Because we're Gamers, not Pedants.

Okay, well those of us posting on Meta probably are pedants, but we should endeavour to restrain our pedantry insofar as it risks driving away users.

The thing is, most of the time, when someone asks for a 'guide to x', they're really asking 'how do I get through x' or 'how do I use x well'. And if you look at most of the open questions with the word guide in them, you'll find that most of them have pretty good answers. Some of those answers link offsite, others are entirely self contained, but nearly none of them end up as 'lists of things' of the sort that we have trouble with. For instance, this answer is exceptional, and doesn't link offsite at all. Just because the asker used a word you're not happy with to describe his problem does not mean his question is invalid in any way, or even, I'd argue, in need of editing. Our users are pretty damned good at knowing how to properly respond to these questions for the most part.

Now, some requests for offsite resources really are recommendation questions of another flavor, and those are problem questions, and we're generally pretty good at closing those.

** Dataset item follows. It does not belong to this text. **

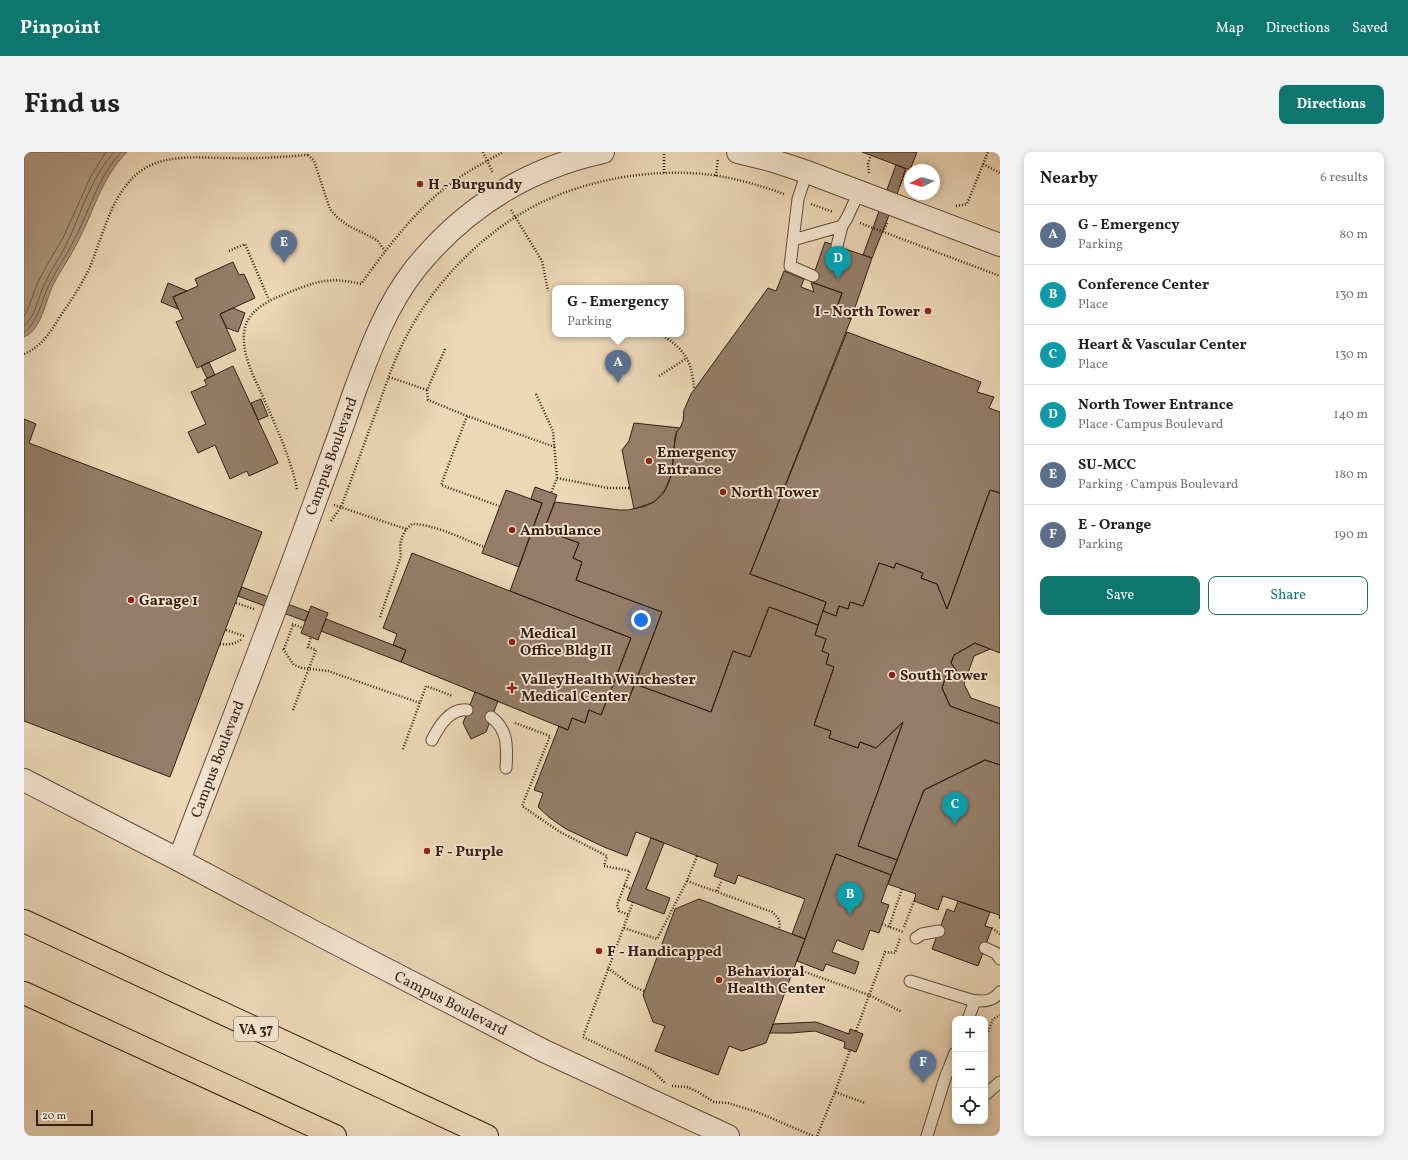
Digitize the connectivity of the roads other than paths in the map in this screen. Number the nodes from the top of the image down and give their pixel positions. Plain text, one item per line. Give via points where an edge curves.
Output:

But, we really don't want to get into the business of closing and deleting questions over a failure to invoke the magic words (or not invoke the forbidden ones, as the case may be). In most cases, the intent of the asker is pretty clear, and if there are other issues with a question, as was the case with this mornings tempest in a teapot, then yes, by all means, clean it up to remove the word 'guide' if it annoys you so much. But to start a witch hunt over this seems exceedingly silly and shortsighted to me. The proper way to deal with these questions is to encourage and reward quality answers, while discouraging and downvoting low quality linkdumps and lists.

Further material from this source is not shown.